Alguns blogueiros de mente mais egocêntrica chegavam a dizer: “Escrevo só para mim”. Achava pura meninice esse tipo de racionalização. Se pensássemos mais profundamente chegaríamos à conclusão de que o blogueiro é, sim, um narcisista (no bom sentido da palavra). É preciso entender que a escrita é uma marca narcísica, tal qual uma cicatriz que carregamos por toda a vida. Esse desejo intenso de escrever pode ser, sim, considerado uma compulsão narcísica que tanto pode trazer frustração quanto prazer ou gratificação. E quem não a tem ou teve atire a primeira pedra.
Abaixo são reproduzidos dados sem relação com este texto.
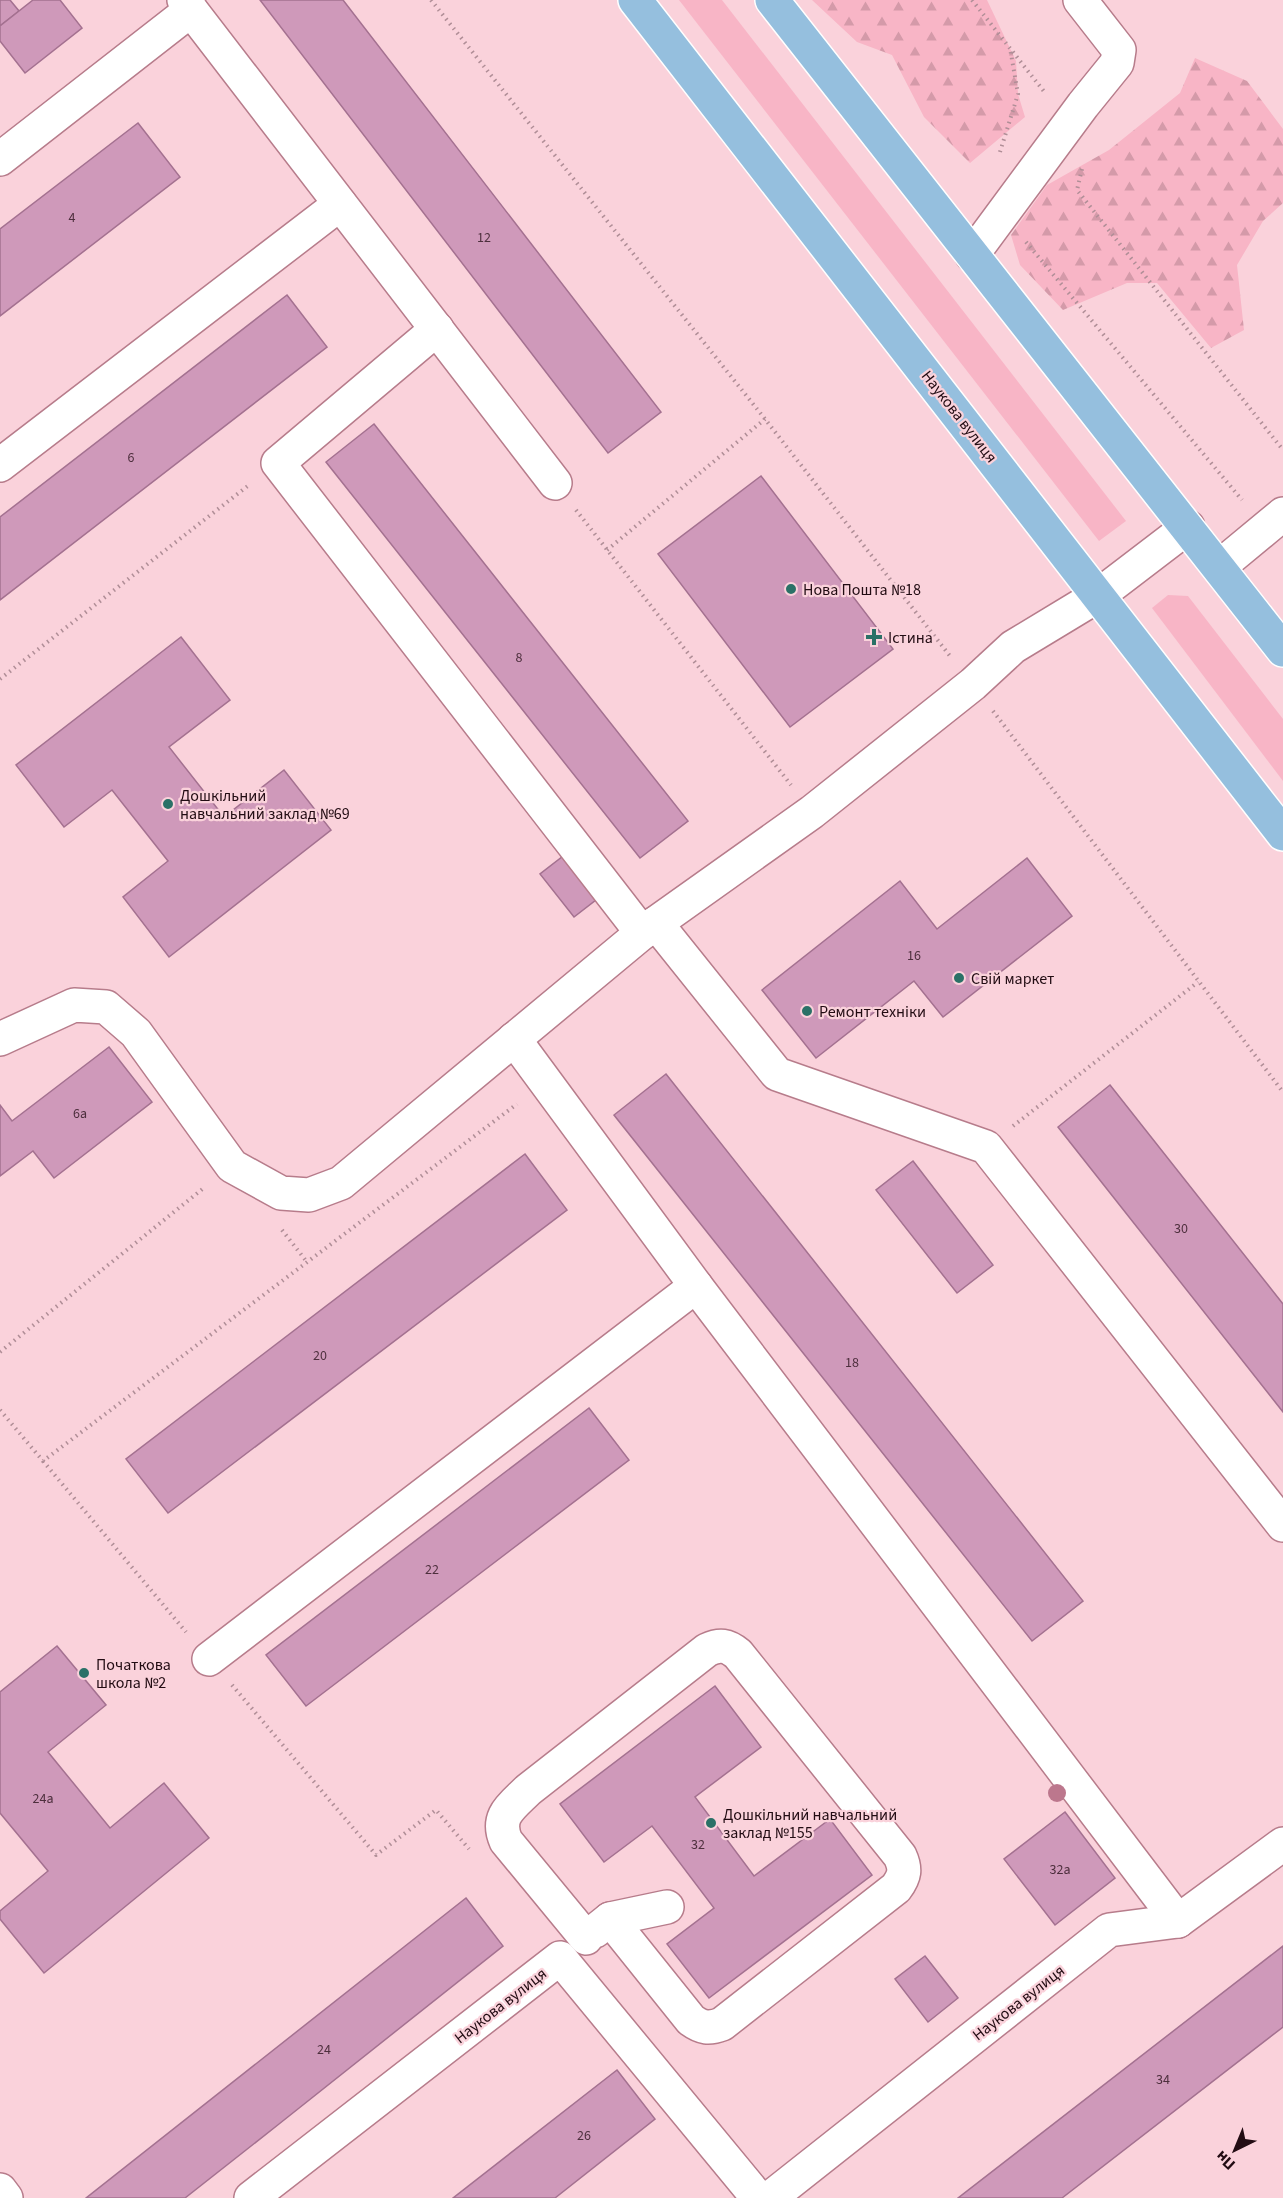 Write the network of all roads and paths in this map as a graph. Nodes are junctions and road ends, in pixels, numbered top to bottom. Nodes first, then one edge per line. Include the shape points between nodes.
1 (431, 0) edge
2 (635, 0) edge
3 (772, 0) edge
4 (972, 0) edge
5 (1080, 0) edge
6 (188, 5) edge
7 (1010, 48) junction
8 (1069, 123) junction
9 (0, 159) edge
10 (998, 160) dead end
11 (340, 204) junction
12 (1003, 215) junction
13 (972, 255) junction
14 (437, 329) junction
15 (765, 419) junction
16 (1283, 450) edge
17 (278, 463) junction
18 (0, 465) edge
19 (555, 483) joint
20 (1274, 521) edge
21 (1188, 527) junction
22 (607, 550) junction
23 (1219, 567) junction
24 (1099, 595) junction
25 (1283, 650) edge
26 (0, 679) edge
27 (973, 684) junction
28 (812, 812) junction
29 (1283, 834) edge
30 (649, 928) junction
31 (1198, 982) junction
32 (0, 1039) edge
33 (514, 1039) junction
34 (545, 1083) junction
35 (1283, 1092) edge
36 (986, 1147) junction
37 (232, 1166) junction
38 (696, 1286) junction
39 (0, 1352) edge
40 (0, 1410) edge
41 (43, 1461) junction
42 (1283, 1525) edge
43 (209, 1659) junction
44 (1283, 1844) edge
45 (473, 1853) dead end
46 (667, 1906) dead end
47 (1178, 1921) junction
48 (598, 1929) junction
49 (560, 1958) junction
50 (0, 2190) edge
51 (6, 2198) edge
52 (251, 2198) edge
53 (758, 2198) edge
54 (770, 2198) edge

1 - 15 path
2 - 24 main road, Наукова вулиця
3 - 13 main road
4 - 7 path
5 - 8 lane via 1119,50 1117,63
6 - 9 lane
6 - 11 lane
7 - 8 path
7 - 10 path via 1018,94
8 - 12 lane
8 - 16 path via 1088,142 1077,190
11 - 14 lane
11 - 18 lane
12 - 13 lane
12 - 20 path
13 - 21 main road
14 - 17 lane
14 - 19 lane
15 - 22 path
15 - 27 path
17 - 26 path
17 - 30 lane
19 - 22 path
20 - 23 lane
21 - 23 main road
21 - 24 lane
22 - 28 path
23 - 25 main road
24 - 27 lane via 1013,647
24 - 29 main road, Наукова вулиця
27 - 28 lane
27 - 31 path
28 - 30 lane
30 - 33 lane
30 - 36 lane via 777,1074
31 - 35 path
31 - 36 path
32 - 37 lane via 74,1005 106,1007 136,1033
33 - 34 lane
33 - 37 lane via 341,1183 309,1195 280,1193
34 - 38 lane
34 - 41 path
36 - 42 lane
37 - 39 path
38 - 43 lane
38 - 47 lane
40 - 41 path
41 - 43 path
43 - 45 path via 376,1855 436,1810
44 - 47 lane, Наукова вулиця
46 - 48 lane
47 - 54 lane, Наукова вулиця via 1108,1930
48 - 48 lane via 506,1840 502,1820 528,1790 718,1645 738,1654 905,1867 904,1878 896,1888 712,2028 700,2027 691,2020
48 - 49 lane
49 - 52 lane, Наукова вулиця
49 - 53 lane, Наукова вулиця
50 - 51 lane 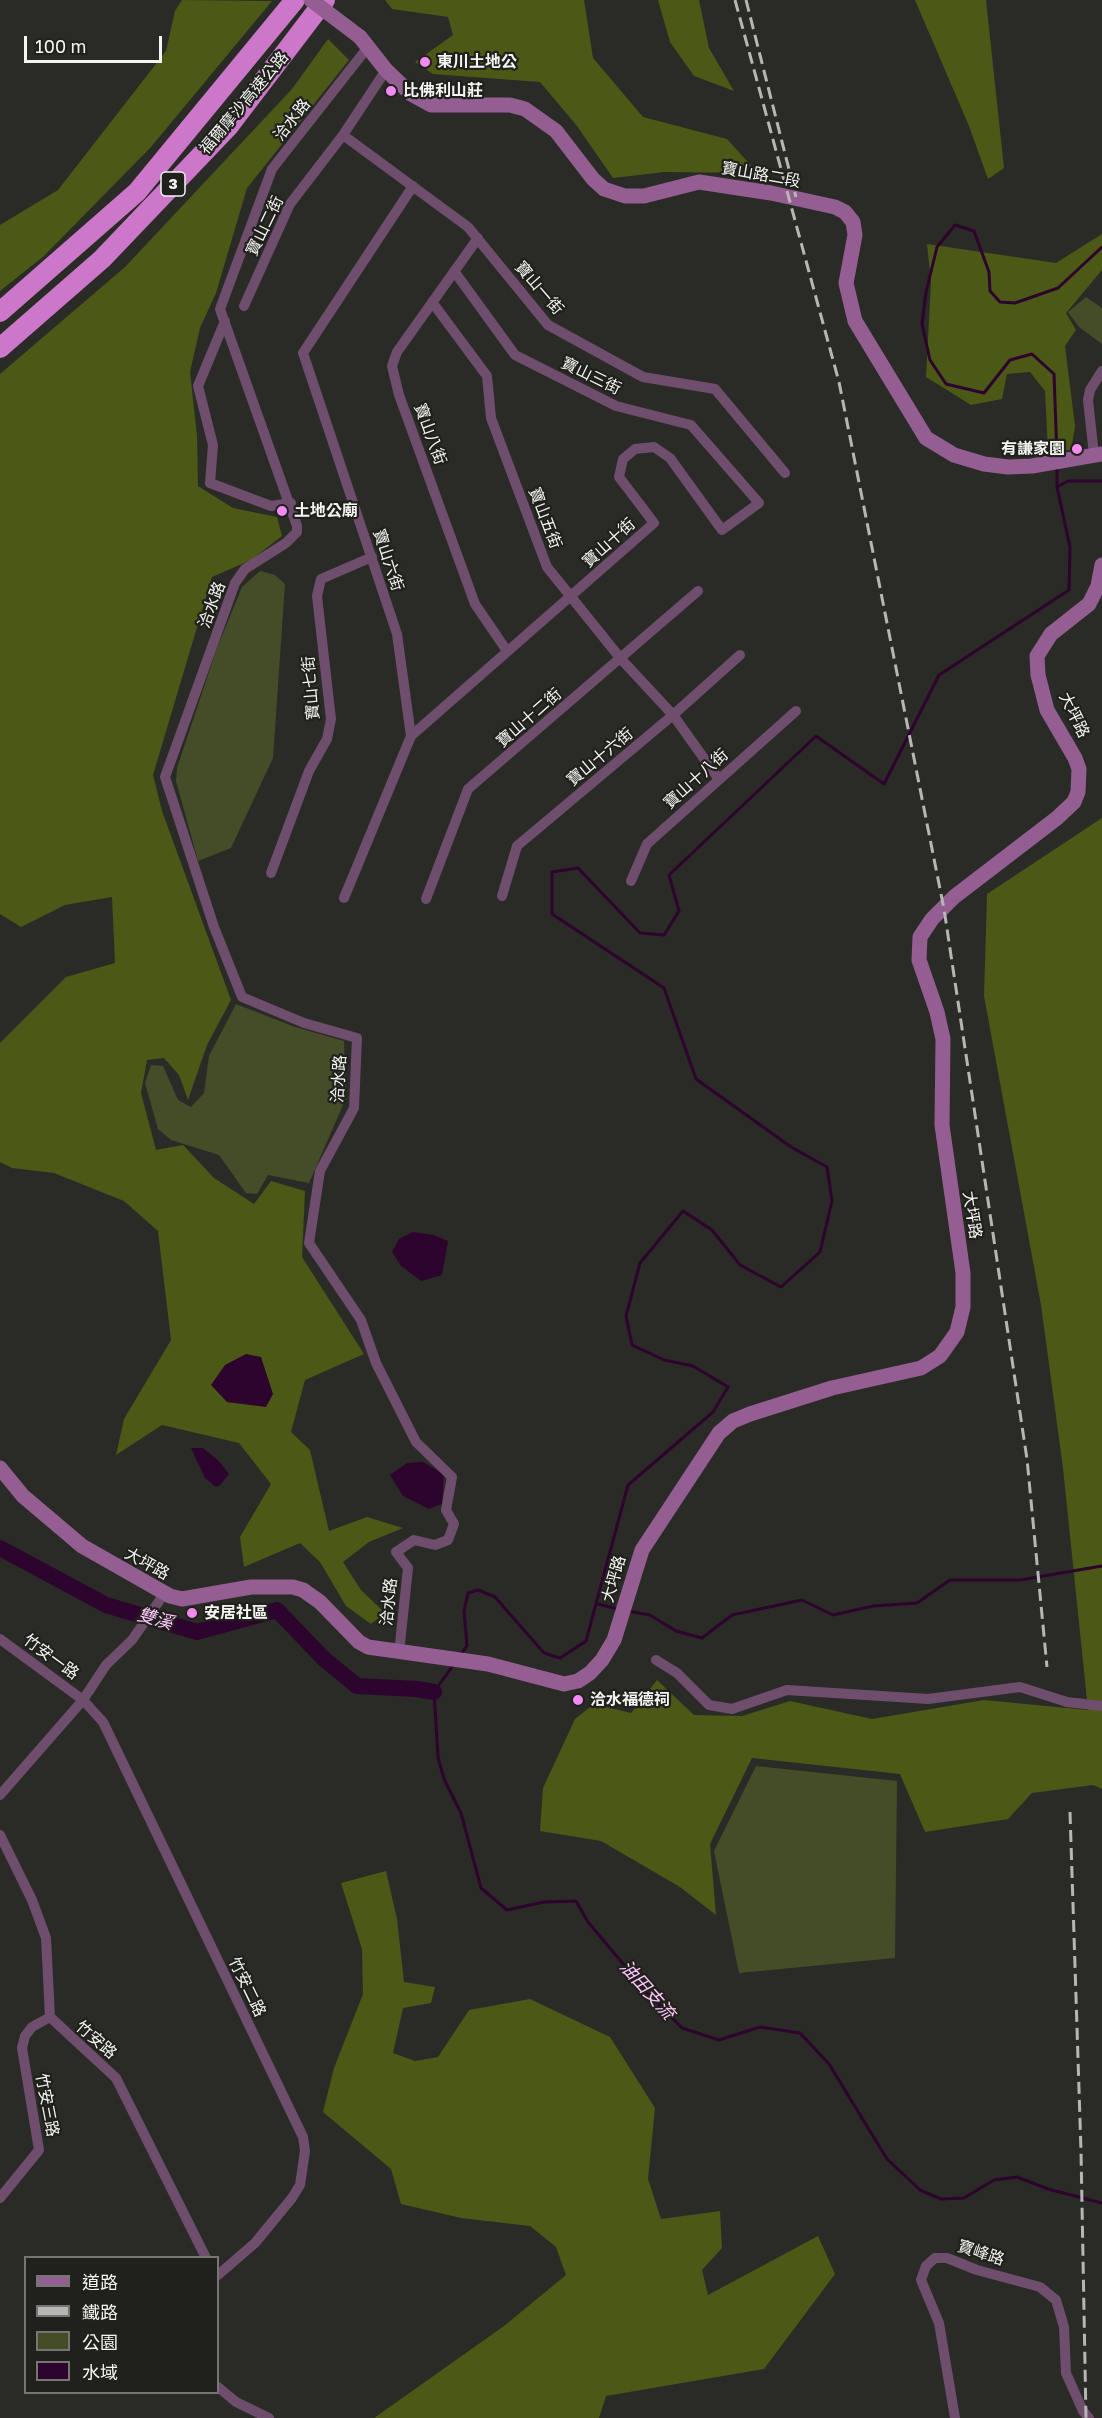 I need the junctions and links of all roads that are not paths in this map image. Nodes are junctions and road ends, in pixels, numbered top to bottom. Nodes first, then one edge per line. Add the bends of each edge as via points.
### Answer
1 (295, 0) edge
2 (311, 0) edge
3 (325, 0) edge
4 (364, 42) junction
5 (386, 70) junction
6 (343, 135) junction
7 (413, 186) junction
8 (478, 238) junction
9 (454, 271) junction
10 (432, 302) junction
11 (244, 306) dead end
12 (0, 312) edge
13 (225, 321) junction
14 (0, 348) edge
15 (1102, 371) edge
16 (1098, 454) edge
17 (785, 473) dead end
18 (291, 503) junction
19 (759, 503) joint
20 (372, 557) junction
21 (1102, 565) edge
22 (698, 591) dead end
23 (572, 597) junction
24 (507, 651) junction
25 (740, 655) dead end
26 (621, 659) junction
27 (796, 711) dead end
28 (673, 715) junction
29 (411, 736) junction
30 (718, 778) junction
31 (271, 873) dead end
32 (631, 881) dead end
33 (502, 896) dead end
34 (344, 898) dead end
35 (426, 899) dead end
36 (0, 1468) edge
37 (164, 1594) junction
38 (0, 1639) edge
39 (399, 1653) junction
40 (656, 1660) dead end
41 (83, 1700) junction
42 (1102, 1706) edge
43 (0, 1795) edge
44 (0, 1835) edge
45 (50, 2017) junction
46 (0, 2198) edge
47 (205, 2256) edge
48 (219, 2274) edge
49 (219, 2388) edge
50 (269, 2418) edge
51 (955, 2418) edge
52 (1089, 2418) edge

1 - 12 highway, 福爾摩沙高速公路 / 3 via 137,192
2 - 4 street, 寶山路二段, bridge
3 - 14 highway, 福爾摩沙高速公路 / 3 via 229,126 102,259
4 - 5 street, 寶山路二段
4 - 13 street, 洽水路 via 272,169 220,309
5 - 6 street
5 - 16 street, 寶山路二段 via 431,105 510,105 525,109 556,131 604,189 625,196 644,196 699,182 771,193 845,212 853,222 855,235 846,283 855,321 926,438 954,455 1019,468
6 - 7 street, 寶山一街
6 - 11 street, 寶山二街 via 290,204
7 - 8 street, 寶山一街
7 - 20 street, 寶山六街 via 303,353
8 - 9 street, 寶山八街
8 - 17 street, 寶山一街 via 548,325 643,377 715,389
9 - 10 street, 寶山八街
9 - 19 street, 寶山三街 via 515,355 616,406 691,425
10 - 23 street, 寶山五街 via 487,376 491,418 548,567
10 - 24 street, 寶山八街 via 397,352 392,366 475,604
13 - 18 street, 洽水路
13 - 18 street, 洽水路 via 198,386 213,445 210,483 271,506
15 - 16 street via 1088,400
18 - 39 street, 洽水路 via 297,532 245,569 236,583 165,777 214,927 242,997 304,1023 357,1038 354,1108 320,1171 309,1243 361,1320 376,1363 416,1442 452,1477 446,1510 454,1524 448,1540 435,1545 414,1540 396,1552 408,1568
19 - 23 street, 寶山十街 via 722,530 670,458 654,447 635,449 623,459 619,477 654,523
20 - 29 street, 寶山六街 via 397,634
20 - 31 street, 寶山七街 via 321,579 317,597 331,719 327,739 309,771
21 - 39 street, 大坪路 via 1089,604 1051,634 1037,656 1047,710 1079,769 1074,802 954,897 920,937 919,960 943,1039 942,1125 963,1274 963,1307 957,1332 940,1356 921,1368 832,1388 750,1414 725,1427 650,1534 636,1565 614,1640 602,1660 578,1681 550,1682 489,1664
22 - 26 street, 寶山十二街
23 - 24 street, 寶山十街
23 - 26 street, 寶山五街
24 - 29 street, 寶山十街
25 - 28 street, 寶山十六街
26 - 28 street, 寶山五街
26 - 35 street, 寶山十二街 via 468,789
27 - 30 street, 寶山十八街
28 - 30 street, 寶山五街
28 - 33 street, 寶山十六街 via 517,846
29 - 34 street
30 - 32 street, 寶山十八街 via 647,844
36 - 37 street, 大坪路 via 23,1496 82,1546
37 - 39 street, 大坪路 via 182,1599 251,1587 292,1587 320,1602 359,1642
37 - 41 street
38 - 41 street, 竹安一路
40 - 42 street via 677,1673 709,1705 732,1709 787,1690 928,1699 1020,1687 1067,1702
41 - 43 street
41 - 48 street, 竹安二路 via 103,1722 303,2136 300,2185 255,2243
44 - 45 street via 46,1938
45 - 46 street, 竹安三路 via 32,2027 22,2048 39,2150
45 - 47 street, 竹安路 via 116,2078
49 - 50 street via 236,2402
51 - 52 street, 寶峰路 via 939,2323 921,2280 926,2266 935,2258 947,2258 1040,2287 1056,2300 1064,2327 1066,2373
Não sei se isso é um caso de narcisismo clássico:

Quanto a minha dificuldade de ordem gramatical e ortográfica, um dia, ouvi algo que me deixou muito animado. No lançamento do segundo livro de George Bronzeado de Andrade, “Retalhos da Memória” na Academia Paraibana de Letras em 2015, em conversa particular com o jornalista e escritor Hélder Moura, autor do livro O Incrível Testamento de Dom Agápito, de repercussão na Alemanha, Itália e França, assim ele se referiu sobre os escorregos que geralmente damos em nossa linga mãe: “Ainda hoje, nas releituras que faço do livro que lancei em 2012, encontro algumas incorreções. Toda vez que passo a vista em suas páginas encontro algo que necessita de ajuste. É um negócio sem fim”.

Oito anos atrás, em um o ensaio postado nesse recanto do Google que tinha por título Vivo Por Isso Escrevo, assim me expressei sobre esse prazer de escrever que nasceu bem cedo em minha vida: “...aquele mesmo impulsivo desejo de adolescente, agora, vendo-me entrar nos umbrais da velhice, me anima a ESCREVER LER ESCREVER LER, sem parar, com avidez ainda maior que nos tempos de outrora”.

Foi no dia 06 de agosto de 2006 que juntei os artigos escritos em rascunhos e arquivados em uma pasta do computador nos três primeiros meses de 2006 (três poesias, um verso de cordel e duas crônicas) e, em menos de duas horas, transferi tudo para o blog, nessa ordem: “Contos EscondidosAmigo Tardes de Domingo Poema de uma Avó para Uma Neta Dia de Mãe” e Um Nostálgico Fim de Tarde. Pronto, estava inaugurado o “Ensaios & Prosas”.

Bendita blogosfera que trocou minha caneta da marca Compactor por um silencioso e macio teclado, e minha folha de papel almaço pela tela deslumbrante do Word ―, dádivas maravilhosas que nos meus anos de colegial sequer podia imaginar que um dia a tecnologia viria oferecer.